EXERCISE DETAILS
Report only the number of lines in the records that contain the word "ends".

....

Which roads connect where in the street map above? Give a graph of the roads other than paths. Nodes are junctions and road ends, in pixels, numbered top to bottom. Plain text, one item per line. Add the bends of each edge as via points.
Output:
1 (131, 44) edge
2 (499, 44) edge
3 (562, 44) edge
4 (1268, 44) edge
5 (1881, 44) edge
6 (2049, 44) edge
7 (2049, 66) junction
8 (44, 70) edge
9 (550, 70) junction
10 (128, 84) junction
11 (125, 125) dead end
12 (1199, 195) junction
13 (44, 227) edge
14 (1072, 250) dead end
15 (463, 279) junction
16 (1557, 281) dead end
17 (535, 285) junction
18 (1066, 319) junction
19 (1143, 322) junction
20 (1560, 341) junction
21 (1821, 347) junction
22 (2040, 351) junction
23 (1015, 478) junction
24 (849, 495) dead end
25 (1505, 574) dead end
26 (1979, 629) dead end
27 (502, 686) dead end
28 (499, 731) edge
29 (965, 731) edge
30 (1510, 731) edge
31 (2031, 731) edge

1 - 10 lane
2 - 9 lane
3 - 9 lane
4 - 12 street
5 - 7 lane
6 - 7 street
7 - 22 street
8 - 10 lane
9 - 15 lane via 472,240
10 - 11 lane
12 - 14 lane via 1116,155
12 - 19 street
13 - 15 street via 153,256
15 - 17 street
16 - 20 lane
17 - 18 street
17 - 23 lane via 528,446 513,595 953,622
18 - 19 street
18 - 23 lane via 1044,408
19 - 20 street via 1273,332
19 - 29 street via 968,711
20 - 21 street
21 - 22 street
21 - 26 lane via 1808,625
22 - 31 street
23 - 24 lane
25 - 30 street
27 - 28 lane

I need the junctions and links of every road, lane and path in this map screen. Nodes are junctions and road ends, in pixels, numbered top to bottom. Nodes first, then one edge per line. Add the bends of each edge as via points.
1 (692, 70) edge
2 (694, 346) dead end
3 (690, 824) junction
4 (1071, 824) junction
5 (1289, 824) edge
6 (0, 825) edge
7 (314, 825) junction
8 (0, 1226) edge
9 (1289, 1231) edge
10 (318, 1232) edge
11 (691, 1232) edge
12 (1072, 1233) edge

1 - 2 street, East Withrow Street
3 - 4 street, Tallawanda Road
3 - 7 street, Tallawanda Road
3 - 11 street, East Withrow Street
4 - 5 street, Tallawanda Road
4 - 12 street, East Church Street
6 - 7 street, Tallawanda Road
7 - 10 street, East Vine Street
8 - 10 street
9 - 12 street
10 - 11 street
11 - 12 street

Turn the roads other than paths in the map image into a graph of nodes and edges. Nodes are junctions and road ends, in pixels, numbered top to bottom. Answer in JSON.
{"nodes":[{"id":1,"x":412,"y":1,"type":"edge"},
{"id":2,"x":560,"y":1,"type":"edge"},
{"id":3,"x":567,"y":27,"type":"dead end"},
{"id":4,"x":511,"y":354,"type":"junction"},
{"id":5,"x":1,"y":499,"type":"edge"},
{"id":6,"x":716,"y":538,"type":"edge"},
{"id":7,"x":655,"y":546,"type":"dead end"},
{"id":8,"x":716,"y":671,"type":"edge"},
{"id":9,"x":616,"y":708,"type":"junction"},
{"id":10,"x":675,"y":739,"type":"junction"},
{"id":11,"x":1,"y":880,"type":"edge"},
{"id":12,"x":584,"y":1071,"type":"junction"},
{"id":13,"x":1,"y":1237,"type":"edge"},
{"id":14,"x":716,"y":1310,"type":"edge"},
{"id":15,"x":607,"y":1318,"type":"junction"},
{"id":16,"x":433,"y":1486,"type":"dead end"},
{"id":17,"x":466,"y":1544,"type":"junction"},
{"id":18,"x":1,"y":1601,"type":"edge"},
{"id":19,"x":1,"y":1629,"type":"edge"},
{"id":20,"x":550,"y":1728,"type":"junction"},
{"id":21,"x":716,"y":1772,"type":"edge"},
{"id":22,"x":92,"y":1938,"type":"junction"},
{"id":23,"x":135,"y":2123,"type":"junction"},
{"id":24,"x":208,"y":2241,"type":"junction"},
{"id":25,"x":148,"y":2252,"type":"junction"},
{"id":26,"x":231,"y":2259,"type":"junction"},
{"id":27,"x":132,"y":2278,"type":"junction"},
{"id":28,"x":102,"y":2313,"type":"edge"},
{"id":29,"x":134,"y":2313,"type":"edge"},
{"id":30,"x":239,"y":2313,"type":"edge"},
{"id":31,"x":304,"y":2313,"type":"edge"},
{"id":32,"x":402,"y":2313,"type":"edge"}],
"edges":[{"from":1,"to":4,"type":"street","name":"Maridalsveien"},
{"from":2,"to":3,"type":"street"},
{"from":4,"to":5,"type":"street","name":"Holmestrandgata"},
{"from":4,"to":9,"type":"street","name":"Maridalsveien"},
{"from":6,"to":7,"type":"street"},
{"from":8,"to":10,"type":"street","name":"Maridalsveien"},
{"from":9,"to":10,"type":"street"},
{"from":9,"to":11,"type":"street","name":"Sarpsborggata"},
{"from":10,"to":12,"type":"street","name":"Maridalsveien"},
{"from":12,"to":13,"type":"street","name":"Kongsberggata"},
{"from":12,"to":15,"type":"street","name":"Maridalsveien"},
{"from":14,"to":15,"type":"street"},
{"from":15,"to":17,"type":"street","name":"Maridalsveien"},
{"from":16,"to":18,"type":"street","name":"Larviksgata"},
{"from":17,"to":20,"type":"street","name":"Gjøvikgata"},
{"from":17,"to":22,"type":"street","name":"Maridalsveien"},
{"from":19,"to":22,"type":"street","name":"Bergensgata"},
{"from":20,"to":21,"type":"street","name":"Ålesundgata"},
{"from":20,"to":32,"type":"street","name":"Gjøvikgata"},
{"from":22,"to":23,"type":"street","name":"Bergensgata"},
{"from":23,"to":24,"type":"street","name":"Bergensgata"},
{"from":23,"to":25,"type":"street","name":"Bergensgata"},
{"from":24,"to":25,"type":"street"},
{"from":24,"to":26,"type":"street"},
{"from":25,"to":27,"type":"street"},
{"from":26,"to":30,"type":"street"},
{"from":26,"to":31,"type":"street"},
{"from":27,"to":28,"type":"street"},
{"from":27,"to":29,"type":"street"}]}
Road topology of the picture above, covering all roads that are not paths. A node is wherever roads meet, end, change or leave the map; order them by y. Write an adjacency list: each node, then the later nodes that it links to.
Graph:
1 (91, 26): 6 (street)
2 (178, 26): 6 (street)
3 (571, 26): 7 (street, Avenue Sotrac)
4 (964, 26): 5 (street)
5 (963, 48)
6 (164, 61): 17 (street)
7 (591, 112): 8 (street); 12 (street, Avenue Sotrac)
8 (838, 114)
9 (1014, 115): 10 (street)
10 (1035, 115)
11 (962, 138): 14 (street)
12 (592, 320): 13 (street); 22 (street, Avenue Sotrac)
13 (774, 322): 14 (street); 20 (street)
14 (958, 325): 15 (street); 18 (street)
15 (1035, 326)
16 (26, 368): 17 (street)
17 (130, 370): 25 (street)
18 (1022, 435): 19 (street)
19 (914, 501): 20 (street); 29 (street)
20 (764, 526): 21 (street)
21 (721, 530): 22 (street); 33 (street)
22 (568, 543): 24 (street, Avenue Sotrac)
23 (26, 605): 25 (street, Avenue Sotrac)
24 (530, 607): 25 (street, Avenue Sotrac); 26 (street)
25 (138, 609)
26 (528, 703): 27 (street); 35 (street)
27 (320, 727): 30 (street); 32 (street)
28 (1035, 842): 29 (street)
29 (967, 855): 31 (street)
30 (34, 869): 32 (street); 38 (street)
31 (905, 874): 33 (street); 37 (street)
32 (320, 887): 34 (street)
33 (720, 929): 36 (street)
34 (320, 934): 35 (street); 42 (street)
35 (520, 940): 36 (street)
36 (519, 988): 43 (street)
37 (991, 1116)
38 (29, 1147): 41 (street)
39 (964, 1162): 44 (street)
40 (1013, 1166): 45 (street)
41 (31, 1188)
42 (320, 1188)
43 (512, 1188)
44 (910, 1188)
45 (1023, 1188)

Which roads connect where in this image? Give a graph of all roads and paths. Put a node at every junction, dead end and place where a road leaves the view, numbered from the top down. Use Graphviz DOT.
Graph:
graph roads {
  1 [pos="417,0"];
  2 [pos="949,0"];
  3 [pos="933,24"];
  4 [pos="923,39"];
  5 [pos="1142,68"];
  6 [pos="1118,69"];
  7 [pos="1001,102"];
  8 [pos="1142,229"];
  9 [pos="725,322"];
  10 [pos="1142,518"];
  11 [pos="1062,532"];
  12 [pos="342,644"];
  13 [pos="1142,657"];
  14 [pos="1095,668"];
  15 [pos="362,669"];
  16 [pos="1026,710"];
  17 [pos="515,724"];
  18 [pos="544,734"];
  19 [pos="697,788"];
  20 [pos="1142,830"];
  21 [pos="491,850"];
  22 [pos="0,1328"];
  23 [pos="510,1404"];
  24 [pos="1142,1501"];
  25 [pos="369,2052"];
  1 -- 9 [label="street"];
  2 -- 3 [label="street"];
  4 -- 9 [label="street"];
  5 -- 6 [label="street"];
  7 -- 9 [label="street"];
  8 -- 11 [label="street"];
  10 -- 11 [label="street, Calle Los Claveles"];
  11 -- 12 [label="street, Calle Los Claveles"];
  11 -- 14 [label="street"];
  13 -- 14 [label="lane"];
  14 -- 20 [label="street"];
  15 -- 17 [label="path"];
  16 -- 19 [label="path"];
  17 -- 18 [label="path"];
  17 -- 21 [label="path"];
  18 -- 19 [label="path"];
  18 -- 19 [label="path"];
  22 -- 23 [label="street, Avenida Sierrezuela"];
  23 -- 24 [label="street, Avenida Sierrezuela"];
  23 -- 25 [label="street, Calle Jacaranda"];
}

....

EXERCISE SOLUTION
3